BRIAN CAMERON, CO-OPERATIVE PIONEER

Honorary Member Brian Cameron received the Outstanding Co-operative Contribution award in recognition of his extraordinary efforts and achievements on behalf of the co-operative business sector.

In 1979 Ashburton farmer, Brian Cameron, led a group of like-minded business and community leaders in creating a voice for New Zealand’s then ailing agricultural co-operative business sector. He did this firstly through a working party, and then in 1982 via the creation of a not-for-profit membership organisation to represent the country’s co-operatives, mutuals and societies known as the NZ Agricultural Cooperatives Association. This industry body was re-named Cooperative Business NZ in 2012.

In addition, Brian has been the key founder of Irrigation NZ back in 1978. This industry body supports more than 50 separate irrigation schemes and played a pivotal role in the establishment of two large schemes in the Mid Canterbury region. Brian has also served on the board of PPCS (now known as Silver Fern Farms) from 1981-2001, while he was fully involved in the formation of Ravensdown Fertiliser Co-op and Electricity Ashburton Co-op.

Finally, Brian served on the Lincoln University Council right through the 1980s and 1990s, and was awarded the Bledisloe Medal from the university in 2001.

Craig Presland describes Mr Cameron as “a true legend within New Zealand’s co-operative economy in the modern era.”

“While chairing our fledgling membership organisation for almost two decades, Brian insisted that kiwi co-operatives and mutuals be represented, protected and supported by separate legislation.
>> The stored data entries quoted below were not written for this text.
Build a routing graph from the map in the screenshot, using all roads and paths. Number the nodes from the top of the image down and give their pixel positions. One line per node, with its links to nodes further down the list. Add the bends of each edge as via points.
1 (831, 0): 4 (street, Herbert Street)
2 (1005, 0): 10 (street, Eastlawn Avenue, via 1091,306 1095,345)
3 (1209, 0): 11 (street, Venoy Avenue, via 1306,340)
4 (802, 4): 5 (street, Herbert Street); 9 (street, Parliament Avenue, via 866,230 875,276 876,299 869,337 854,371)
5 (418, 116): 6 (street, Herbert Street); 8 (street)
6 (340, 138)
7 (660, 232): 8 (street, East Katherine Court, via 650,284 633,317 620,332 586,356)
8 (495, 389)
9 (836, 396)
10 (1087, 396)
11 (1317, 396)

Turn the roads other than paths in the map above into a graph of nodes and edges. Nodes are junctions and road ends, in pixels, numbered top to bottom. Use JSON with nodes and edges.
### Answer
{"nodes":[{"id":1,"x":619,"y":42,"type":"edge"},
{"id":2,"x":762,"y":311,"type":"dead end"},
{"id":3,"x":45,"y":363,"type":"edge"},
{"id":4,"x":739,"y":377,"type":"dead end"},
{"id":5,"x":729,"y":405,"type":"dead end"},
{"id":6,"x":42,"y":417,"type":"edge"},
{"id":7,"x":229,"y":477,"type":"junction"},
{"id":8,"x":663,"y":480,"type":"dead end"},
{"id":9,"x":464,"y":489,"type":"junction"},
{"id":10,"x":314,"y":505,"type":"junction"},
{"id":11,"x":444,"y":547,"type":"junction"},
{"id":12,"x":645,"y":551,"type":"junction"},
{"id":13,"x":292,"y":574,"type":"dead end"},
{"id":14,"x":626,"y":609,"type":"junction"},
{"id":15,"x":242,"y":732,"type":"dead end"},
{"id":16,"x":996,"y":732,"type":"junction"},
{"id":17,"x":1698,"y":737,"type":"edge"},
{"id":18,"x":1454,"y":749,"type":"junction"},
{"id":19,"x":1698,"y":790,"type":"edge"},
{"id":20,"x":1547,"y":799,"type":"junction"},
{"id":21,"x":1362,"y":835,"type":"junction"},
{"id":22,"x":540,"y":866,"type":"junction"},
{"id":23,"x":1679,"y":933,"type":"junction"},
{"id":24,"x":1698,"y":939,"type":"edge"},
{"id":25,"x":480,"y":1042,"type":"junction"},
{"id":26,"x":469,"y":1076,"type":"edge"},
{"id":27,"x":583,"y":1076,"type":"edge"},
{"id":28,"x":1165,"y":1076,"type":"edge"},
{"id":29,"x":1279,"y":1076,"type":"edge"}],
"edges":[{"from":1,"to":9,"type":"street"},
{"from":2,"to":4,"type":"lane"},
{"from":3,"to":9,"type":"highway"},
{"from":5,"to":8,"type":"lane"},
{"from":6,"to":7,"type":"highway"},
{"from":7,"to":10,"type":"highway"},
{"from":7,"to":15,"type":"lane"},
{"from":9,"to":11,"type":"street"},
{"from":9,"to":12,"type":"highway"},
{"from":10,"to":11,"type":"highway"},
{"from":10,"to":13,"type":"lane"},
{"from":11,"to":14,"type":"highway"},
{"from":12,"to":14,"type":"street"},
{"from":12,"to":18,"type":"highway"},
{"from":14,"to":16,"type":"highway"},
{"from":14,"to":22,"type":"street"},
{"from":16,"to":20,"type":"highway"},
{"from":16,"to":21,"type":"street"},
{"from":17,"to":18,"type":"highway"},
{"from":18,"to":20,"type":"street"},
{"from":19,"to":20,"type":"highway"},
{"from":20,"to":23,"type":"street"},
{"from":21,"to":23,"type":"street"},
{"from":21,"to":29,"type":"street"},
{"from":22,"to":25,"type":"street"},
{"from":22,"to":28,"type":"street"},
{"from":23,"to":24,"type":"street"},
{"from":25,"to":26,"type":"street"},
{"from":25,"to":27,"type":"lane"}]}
“Due in large part to Brian’s leadership and perseverance, extensive legal work was done during the 1990s, culminating in the NZ Cooperative Companies Act 1996. It was an innovative piece of legislation which has generated considerable overseas interest. It has been highly successful with its low compliance costs and commercial focus enabling co-operatives to grow and take a significant and influential place in the economy and wider society”.